Records from a data source:
>>>

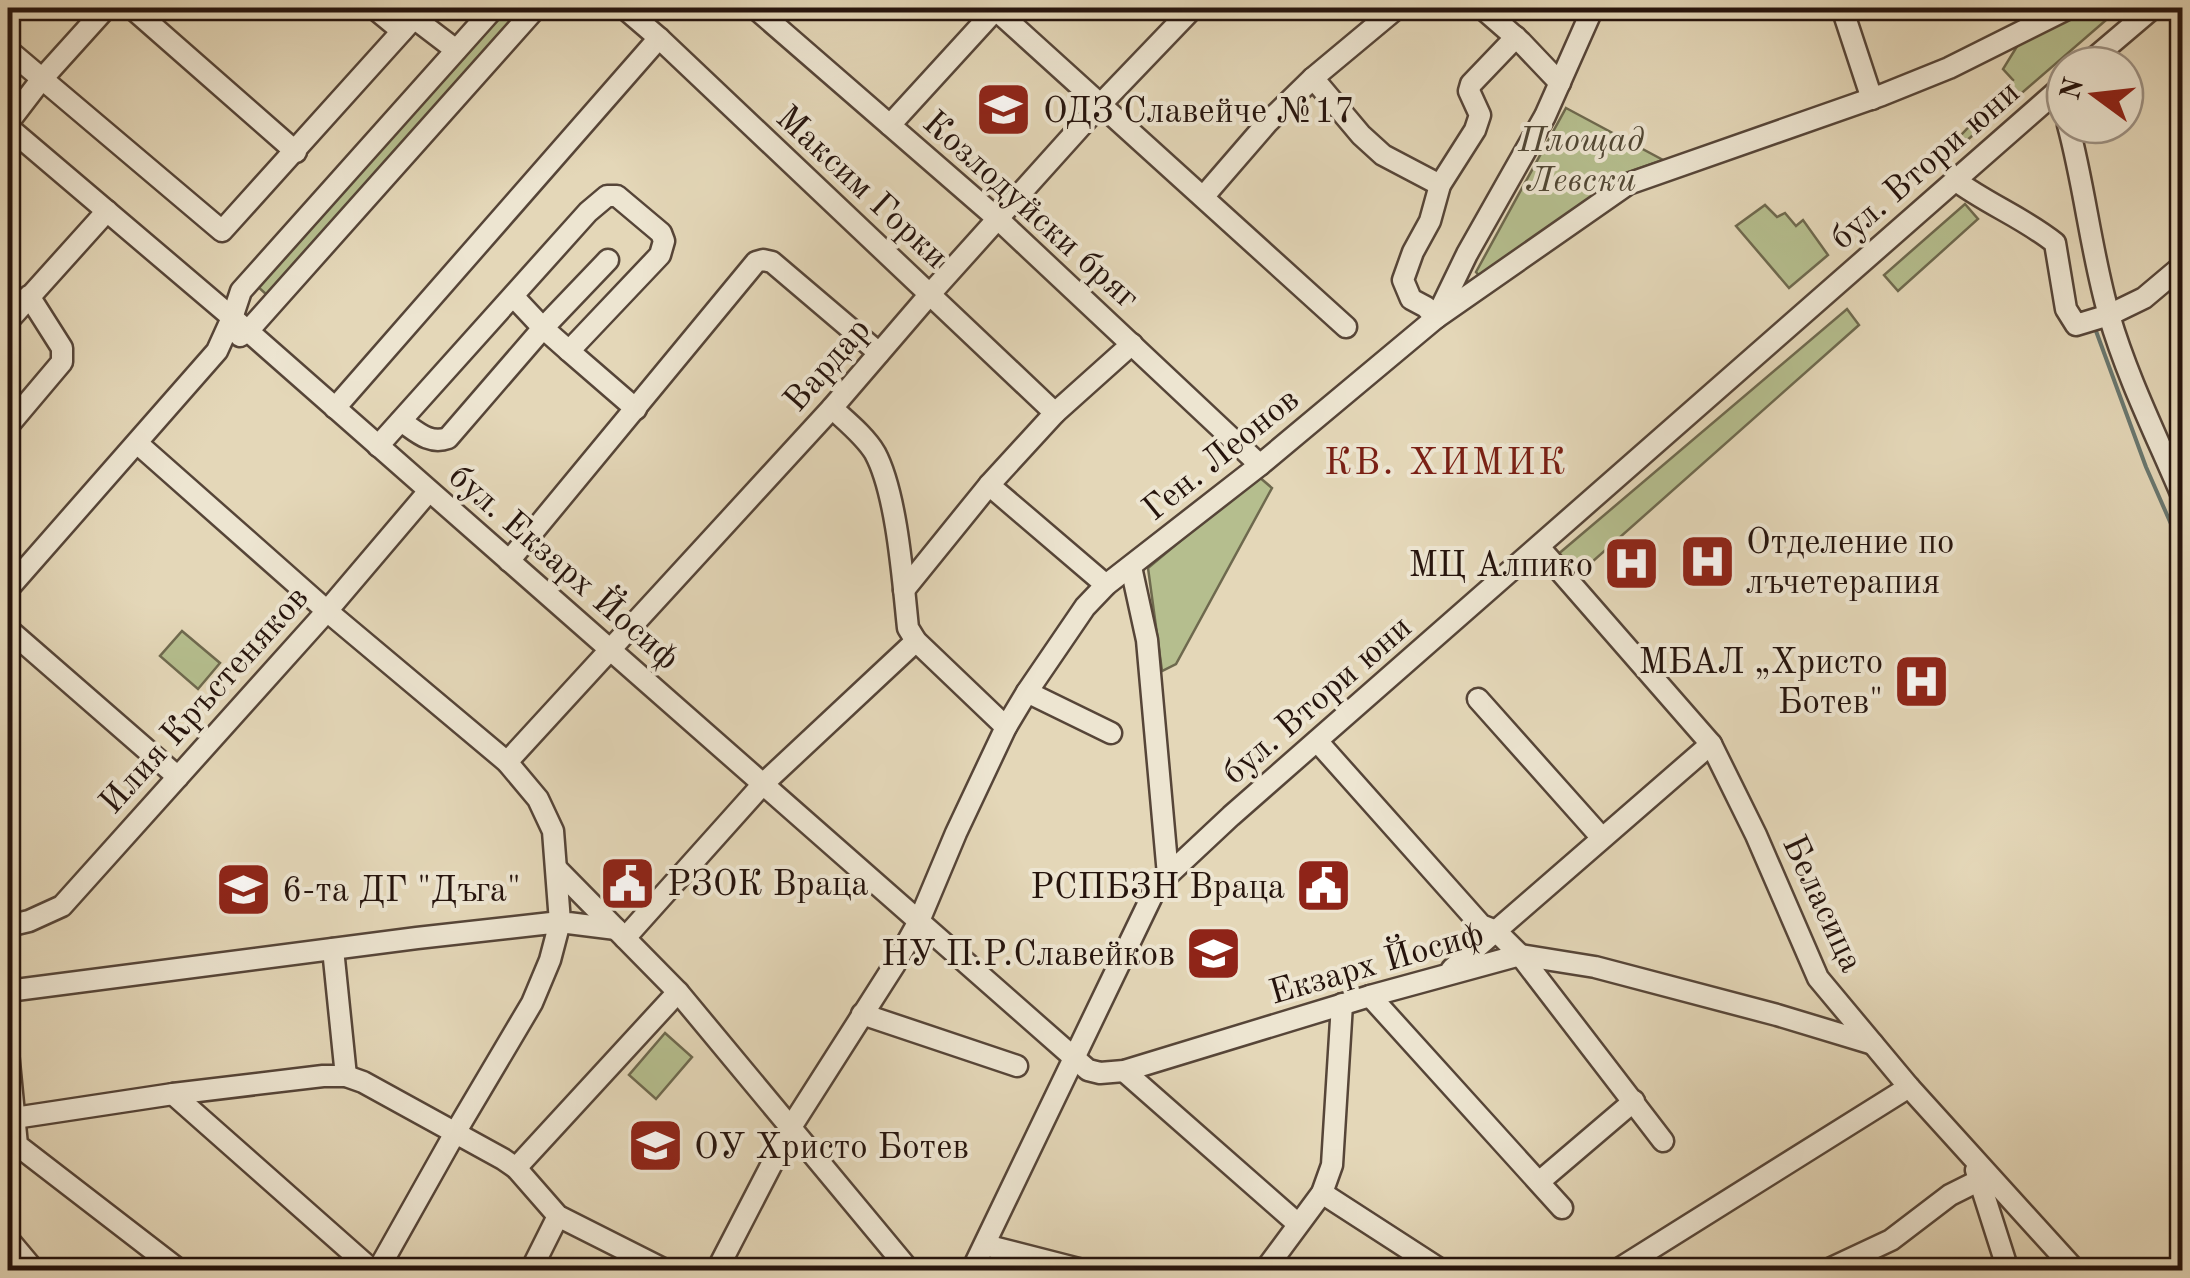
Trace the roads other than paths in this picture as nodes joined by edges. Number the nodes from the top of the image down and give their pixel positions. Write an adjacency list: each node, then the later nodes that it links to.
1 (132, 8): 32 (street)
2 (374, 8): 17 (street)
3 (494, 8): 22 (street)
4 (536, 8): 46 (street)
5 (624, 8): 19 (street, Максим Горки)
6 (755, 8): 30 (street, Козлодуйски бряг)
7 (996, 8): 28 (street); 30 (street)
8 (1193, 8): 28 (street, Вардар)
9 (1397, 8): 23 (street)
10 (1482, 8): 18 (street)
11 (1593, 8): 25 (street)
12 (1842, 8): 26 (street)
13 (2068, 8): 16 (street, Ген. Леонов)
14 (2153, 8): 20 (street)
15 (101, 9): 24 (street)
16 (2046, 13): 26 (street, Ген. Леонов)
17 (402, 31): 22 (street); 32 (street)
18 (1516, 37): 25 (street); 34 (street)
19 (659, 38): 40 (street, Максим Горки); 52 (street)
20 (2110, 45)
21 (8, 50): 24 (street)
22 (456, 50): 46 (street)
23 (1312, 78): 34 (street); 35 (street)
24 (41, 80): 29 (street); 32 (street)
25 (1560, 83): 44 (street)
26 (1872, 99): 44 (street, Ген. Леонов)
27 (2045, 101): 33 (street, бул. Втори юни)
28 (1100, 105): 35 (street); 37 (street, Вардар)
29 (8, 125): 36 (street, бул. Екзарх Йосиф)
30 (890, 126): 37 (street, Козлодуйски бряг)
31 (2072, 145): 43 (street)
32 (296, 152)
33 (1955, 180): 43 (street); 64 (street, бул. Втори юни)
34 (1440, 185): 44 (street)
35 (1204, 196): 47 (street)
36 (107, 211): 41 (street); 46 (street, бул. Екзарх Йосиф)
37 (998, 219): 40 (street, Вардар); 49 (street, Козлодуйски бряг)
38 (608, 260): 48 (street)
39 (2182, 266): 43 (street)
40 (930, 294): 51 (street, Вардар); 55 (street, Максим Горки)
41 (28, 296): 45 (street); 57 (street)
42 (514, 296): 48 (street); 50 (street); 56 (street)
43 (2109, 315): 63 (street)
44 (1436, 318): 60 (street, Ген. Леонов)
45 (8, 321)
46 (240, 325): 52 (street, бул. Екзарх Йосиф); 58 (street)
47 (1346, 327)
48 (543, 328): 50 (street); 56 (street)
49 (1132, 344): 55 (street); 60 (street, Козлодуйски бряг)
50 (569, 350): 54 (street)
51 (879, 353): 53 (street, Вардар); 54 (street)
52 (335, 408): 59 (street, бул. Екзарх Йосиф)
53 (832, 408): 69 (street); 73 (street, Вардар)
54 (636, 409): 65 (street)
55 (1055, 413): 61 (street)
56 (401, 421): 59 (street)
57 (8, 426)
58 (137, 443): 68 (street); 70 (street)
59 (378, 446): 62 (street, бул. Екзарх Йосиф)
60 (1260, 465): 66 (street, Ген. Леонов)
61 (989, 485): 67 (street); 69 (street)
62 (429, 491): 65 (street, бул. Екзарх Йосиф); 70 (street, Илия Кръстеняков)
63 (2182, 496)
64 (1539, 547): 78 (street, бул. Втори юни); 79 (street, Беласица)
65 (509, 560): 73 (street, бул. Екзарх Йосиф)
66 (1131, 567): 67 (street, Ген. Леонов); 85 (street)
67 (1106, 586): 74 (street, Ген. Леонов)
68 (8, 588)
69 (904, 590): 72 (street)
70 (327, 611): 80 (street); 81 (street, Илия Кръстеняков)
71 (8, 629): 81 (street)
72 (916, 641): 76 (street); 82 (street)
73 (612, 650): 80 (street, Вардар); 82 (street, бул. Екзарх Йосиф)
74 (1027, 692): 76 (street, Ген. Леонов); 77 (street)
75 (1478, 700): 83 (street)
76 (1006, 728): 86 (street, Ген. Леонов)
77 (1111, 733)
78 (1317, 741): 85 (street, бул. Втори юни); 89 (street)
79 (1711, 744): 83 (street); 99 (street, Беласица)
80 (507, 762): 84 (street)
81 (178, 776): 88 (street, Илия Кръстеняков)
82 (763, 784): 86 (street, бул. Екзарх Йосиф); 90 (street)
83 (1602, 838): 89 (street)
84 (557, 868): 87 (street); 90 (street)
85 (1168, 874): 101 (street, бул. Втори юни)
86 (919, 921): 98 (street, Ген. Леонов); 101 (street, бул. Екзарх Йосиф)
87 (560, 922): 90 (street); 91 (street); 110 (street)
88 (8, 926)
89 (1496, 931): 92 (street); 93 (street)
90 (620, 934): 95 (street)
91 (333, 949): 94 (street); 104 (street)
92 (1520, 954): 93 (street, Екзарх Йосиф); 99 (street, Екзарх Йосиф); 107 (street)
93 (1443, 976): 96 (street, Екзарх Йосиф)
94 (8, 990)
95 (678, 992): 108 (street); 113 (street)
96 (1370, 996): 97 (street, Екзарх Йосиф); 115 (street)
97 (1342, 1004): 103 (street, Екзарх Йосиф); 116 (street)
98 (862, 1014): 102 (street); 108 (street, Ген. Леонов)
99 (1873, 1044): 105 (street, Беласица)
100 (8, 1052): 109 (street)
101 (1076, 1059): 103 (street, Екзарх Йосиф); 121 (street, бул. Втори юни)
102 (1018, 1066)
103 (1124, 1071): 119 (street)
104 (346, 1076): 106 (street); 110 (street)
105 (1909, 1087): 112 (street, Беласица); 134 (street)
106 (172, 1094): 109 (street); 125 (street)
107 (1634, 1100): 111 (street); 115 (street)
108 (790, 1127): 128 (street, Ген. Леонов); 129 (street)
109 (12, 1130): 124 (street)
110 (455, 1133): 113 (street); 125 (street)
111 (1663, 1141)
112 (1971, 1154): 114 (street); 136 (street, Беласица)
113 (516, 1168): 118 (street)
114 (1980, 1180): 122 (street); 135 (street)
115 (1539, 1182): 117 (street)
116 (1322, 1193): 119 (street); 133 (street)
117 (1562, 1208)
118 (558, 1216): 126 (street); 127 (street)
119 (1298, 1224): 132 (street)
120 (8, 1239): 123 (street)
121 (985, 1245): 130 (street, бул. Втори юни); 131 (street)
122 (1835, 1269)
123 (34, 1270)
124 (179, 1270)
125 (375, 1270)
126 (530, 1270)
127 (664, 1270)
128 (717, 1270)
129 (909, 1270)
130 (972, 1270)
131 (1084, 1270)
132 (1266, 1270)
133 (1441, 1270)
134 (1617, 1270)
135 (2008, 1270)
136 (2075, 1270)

<<<

# The task
Return every entry above word for word, leaving pictures out.

# Solution for this task
Trace the roads other than paths in this picture as nodes joined by edges. Number the nodes from the top of the image down and give their pixel positions. Write an adjacency list: each node, then the later nodes that it links to.
1 (132, 8): 32 (street)
2 (374, 8): 17 (street)
3 (494, 8): 22 (street)
4 (536, 8): 46 (street)
5 (624, 8): 19 (street, Максим Горки)
6 (755, 8): 30 (street, Козлодуйски бряг)
7 (996, 8): 28 (street); 30 (street)
8 (1193, 8): 28 (street, Вардар)
9 (1397, 8): 23 (street)
10 (1482, 8): 18 (street)
11 (1593, 8): 25 (street)
12 (1842, 8): 26 (street)
13 (2068, 8): 16 (street, Ген. Леонов)
14 (2153, 8): 20 (street)
15 (101, 9): 24 (street)
16 (2046, 13): 26 (street, Ген. Леонов)
17 (402, 31): 22 (street); 32 (street)
18 (1516, 37): 25 (street); 34 (street)
19 (659, 38): 40 (street, Максим Горки); 52 (street)
20 (2110, 45)
21 (8, 50): 24 (street)
22 (456, 50): 46 (street)
23 (1312, 78): 34 (street); 35 (street)
24 (41, 80): 29 (street); 32 (street)
25 (1560, 83): 44 (street)
26 (1872, 99): 44 (street, Ген. Леонов)
27 (2045, 101): 33 (street, бул. Втори юни)
28 (1100, 105): 35 (street); 37 (street, Вардар)
29 (8, 125): 36 (street, бул. Екзарх Йосиф)
30 (890, 126): 37 (street, Козлодуйски бряг)
31 (2072, 145): 43 (street)
32 (296, 152)
33 (1955, 180): 43 (street); 64 (street, бул. Втори юни)
34 (1440, 185): 44 (street)
35 (1204, 196): 47 (street)
36 (107, 211): 41 (street); 46 (street, бул. Екзарх Йосиф)
37 (998, 219): 40 (street, Вардар); 49 (street, Козлодуйски бряг)
38 (608, 260): 48 (street)
39 (2182, 266): 43 (street)
40 (930, 294): 51 (street, Вардар); 55 (street, Максим Горки)
41 (28, 296): 45 (street); 57 (street)
42 (514, 296): 48 (street); 50 (street); 56 (street)
43 (2109, 315): 63 (street)
44 (1436, 318): 60 (street, Ген. Леонов)
45 (8, 321)
46 (240, 325): 52 (street, бул. Екзарх Йосиф); 58 (street)
47 (1346, 327)
48 (543, 328): 50 (street); 56 (street)
49 (1132, 344): 55 (street); 60 (street, Козлодуйски бряг)
50 (569, 350): 54 (street)
51 (879, 353): 53 (street, Вардар); 54 (street)
52 (335, 408): 59 (street, бул. Екзарх Йосиф)
53 (832, 408): 69 (street); 73 (street, Вардар)
54 (636, 409): 65 (street)
55 (1055, 413): 61 (street)
56 (401, 421): 59 (street)
57 (8, 426)
58 (137, 443): 68 (street); 70 (street)
59 (378, 446): 62 (street, бул. Екзарх Йосиф)
60 (1260, 465): 66 (street, Ген. Леонов)
61 (989, 485): 67 (street); 69 (street)
62 (429, 491): 65 (street, бул. Екзарх Йосиф); 70 (street, Илия Кръстеняков)
63 (2182, 496)
64 (1539, 547): 78 (street, бул. Втори юни); 79 (street, Беласица)
65 (509, 560): 73 (street, бул. Екзарх Йосиф)
66 (1131, 567): 67 (street, Ген. Леонов); 85 (street)
67 (1106, 586): 74 (street, Ген. Леонов)
68 (8, 588)
69 (904, 590): 72 (street)
70 (327, 611): 80 (street); 81 (street, Илия Кръстеняков)
71 (8, 629): 81 (street)
72 (916, 641): 76 (street); 82 (street)
73 (612, 650): 80 (street, Вардар); 82 (street, бул. Екзарх Йосиф)
74 (1027, 692): 76 (street, Ген. Леонов); 77 (street)
75 (1478, 700): 83 (street)
76 (1006, 728): 86 (street, Ген. Леонов)
77 (1111, 733)
78 (1317, 741): 85 (street, бул. Втори юни); 89 (street)
79 (1711, 744): 83 (street); 99 (street, Беласица)
80 (507, 762): 84 (street)
81 (178, 776): 88 (street, Илия Кръстеняков)
82 (763, 784): 86 (street, бул. Екзарх Йосиф); 90 (street)
83 (1602, 838): 89 (street)
84 (557, 868): 87 (street); 90 (street)
85 (1168, 874): 101 (street, бул. Втори юни)
86 (919, 921): 98 (street, Ген. Леонов); 101 (street, бул. Екзарх Йосиф)
87 (560, 922): 90 (street); 91 (street); 110 (street)
88 (8, 926)
89 (1496, 931): 92 (street); 93 (street)
90 (620, 934): 95 (street)
91 (333, 949): 94 (street); 104 (street)
92 (1520, 954): 93 (street, Екзарх Йосиф); 99 (street, Екзарх Йосиф); 107 (street)
93 (1443, 976): 96 (street, Екзарх Йосиф)
94 (8, 990)
95 (678, 992): 108 (street); 113 (street)
96 (1370, 996): 97 (street, Екзарх Йосиф); 115 (street)
97 (1342, 1004): 103 (street, Екзарх Йосиф); 116 (street)
98 (862, 1014): 102 (street); 108 (street, Ген. Леонов)
99 (1873, 1044): 105 (street, Беласица)
100 (8, 1052): 109 (street)
101 (1076, 1059): 103 (street, Екзарх Йосиф); 121 (street, бул. Втори юни)
102 (1018, 1066)
103 (1124, 1071): 119 (street)
104 (346, 1076): 106 (street); 110 (street)
105 (1909, 1087): 112 (street, Беласица); 134 (street)
106 (172, 1094): 109 (street); 125 (street)
107 (1634, 1100): 111 (street); 115 (street)
108 (790, 1127): 128 (street, Ген. Леонов); 129 (street)
109 (12, 1130): 124 (street)
110 (455, 1133): 113 (street); 125 (street)
111 (1663, 1141)
112 (1971, 1154): 114 (street); 136 (street, Беласица)
113 (516, 1168): 118 (street)
114 (1980, 1180): 122 (street); 135 (street)
115 (1539, 1182): 117 (street)
116 (1322, 1193): 119 (street); 133 (street)
117 (1562, 1208)
118 (558, 1216): 126 (street); 127 (street)
119 (1298, 1224): 132 (street)
120 (8, 1239): 123 (street)
121 (985, 1245): 130 (street, бул. Втори юни); 131 (street)
122 (1835, 1269)
123 (34, 1270)
124 (179, 1270)
125 (375, 1270)
126 (530, 1270)
127 (664, 1270)
128 (717, 1270)
129 (909, 1270)
130 (972, 1270)
131 (1084, 1270)
132 (1266, 1270)
133 (1441, 1270)
134 (1617, 1270)
135 (2008, 1270)
136 (2075, 1270)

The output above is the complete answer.